= Patharkat =

Hindu sub-caste

The Patharkatt are a scheduled tribe found in Indian states & Nepal states . They are found in Uttar Pradesh and Bihar of India but they are not listed by Indian government although they are originating in India not Pakistan. They are also known as Sangtarash, Girihara or Gihara,Santaras,Santaraj, Kushwadiya, Dhungana, Patharphor Kshetri etc.

==Origin==
The Patharkatt are not a sub-group of the larger kanjar caste. Their name Patharkatt in Bhojpuri literally means stone cutters. Having taken up the profession of stone cutting. They are found mainly in Awadh and their concentrations are in the districts of Sitapur, Unnao, Raebareli,Hardoi and Lucknow. In Lucknow, they are found mainly in the localities of Qaisar Bagh, Saafatgang, Daligang, Bangla Bazar, Nishatgang, Lal Kuan and Chinhat. They speak Patharkatt or Girihara Language among themselves and Bhojpuri with outsiders.

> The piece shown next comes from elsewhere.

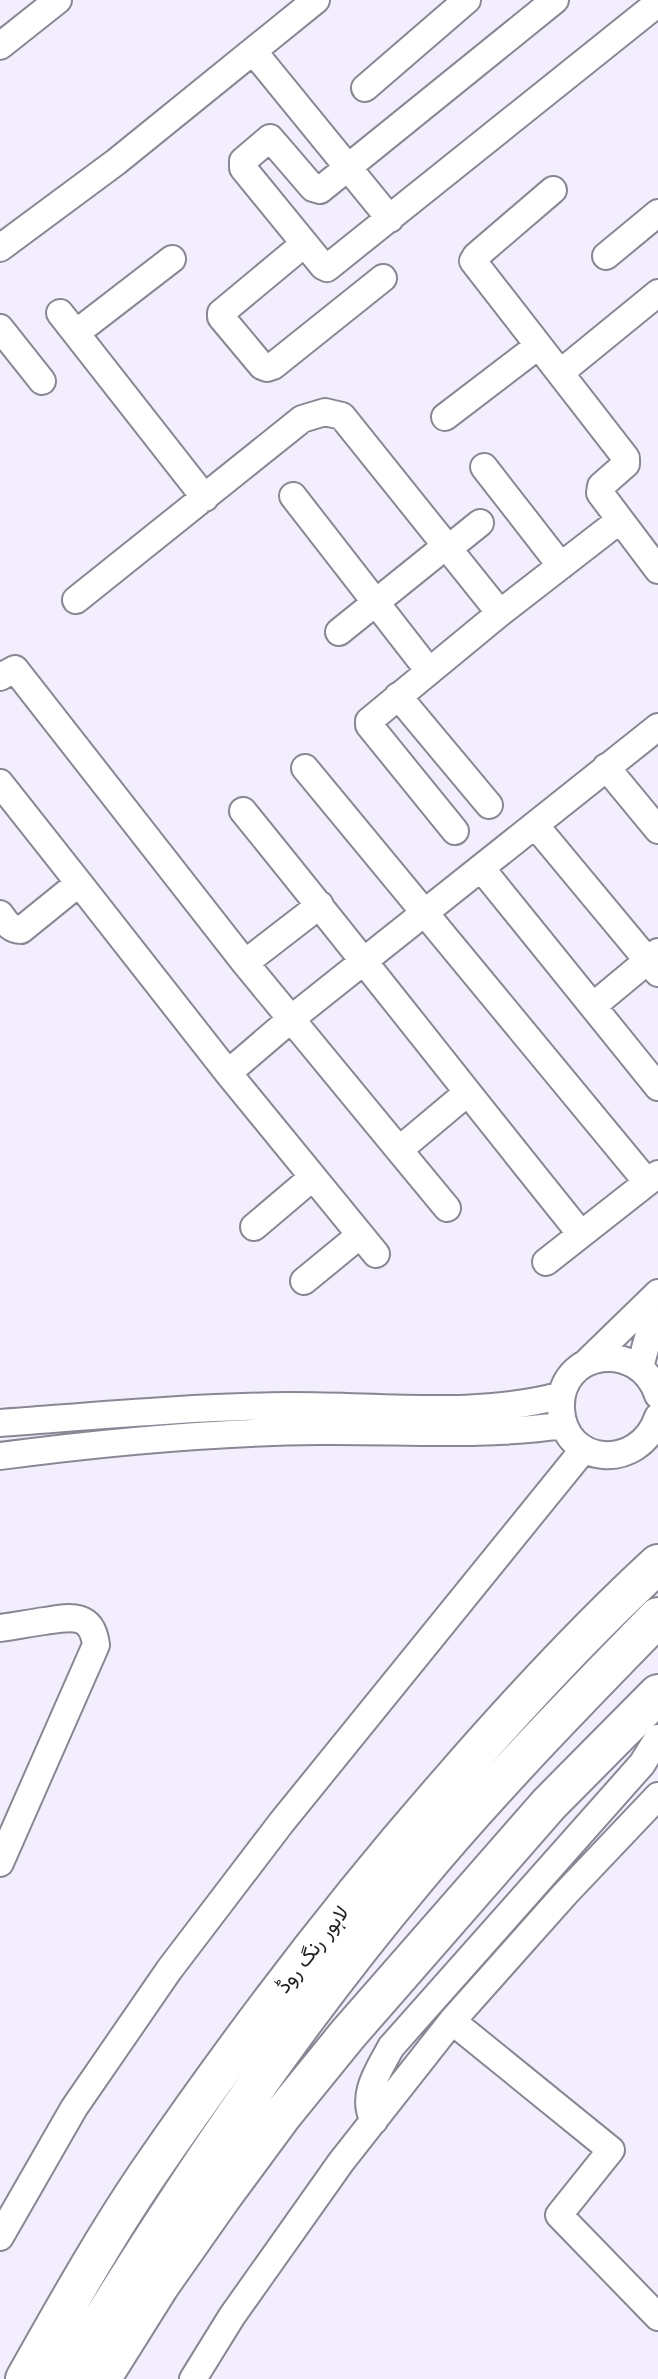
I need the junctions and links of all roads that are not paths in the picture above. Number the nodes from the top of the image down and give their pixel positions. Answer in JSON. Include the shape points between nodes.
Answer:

In Bihar, the Patharkatt are found in the districts of Champaran, Arrah and Gaya, India|Gaya. They are divided into five exogamous clans, the Sankat, Soda, Bhains, Maraiya and Untawar. The Patharkatt claim to have come from mountain area of India thousands hundred years ago.

==Present circumstances==
The Patharkatt are endogamous, but avoid marrying among close, but they have no system of exogamous clans. They are largely a landless and urban community, and their traditional occupation remains the manufacturing of the Sil Batta . The Patharkatt now buys stones from quarries in western Uttar Pradesh, and then engrave and cut the stones. A few Patharkatt have abandoned their traditional occupation and taken to wage labour. The Indian government has not given them scheduled caste under any caste status, which did not allow them to access affirmative action programmes. They are traditionally Aadivasi Janjati and their customs are similar to other indigenous caste.

The Bihar Patharkatt are a nomadic community, and many are employed in quaries. They move from place to place, and live in ecampments at the edges of towns. The Patharkatt are strictly endogamous, and practice clan exogamy. They are almost totally illiterate, and are one of the most deprived community in Bihar.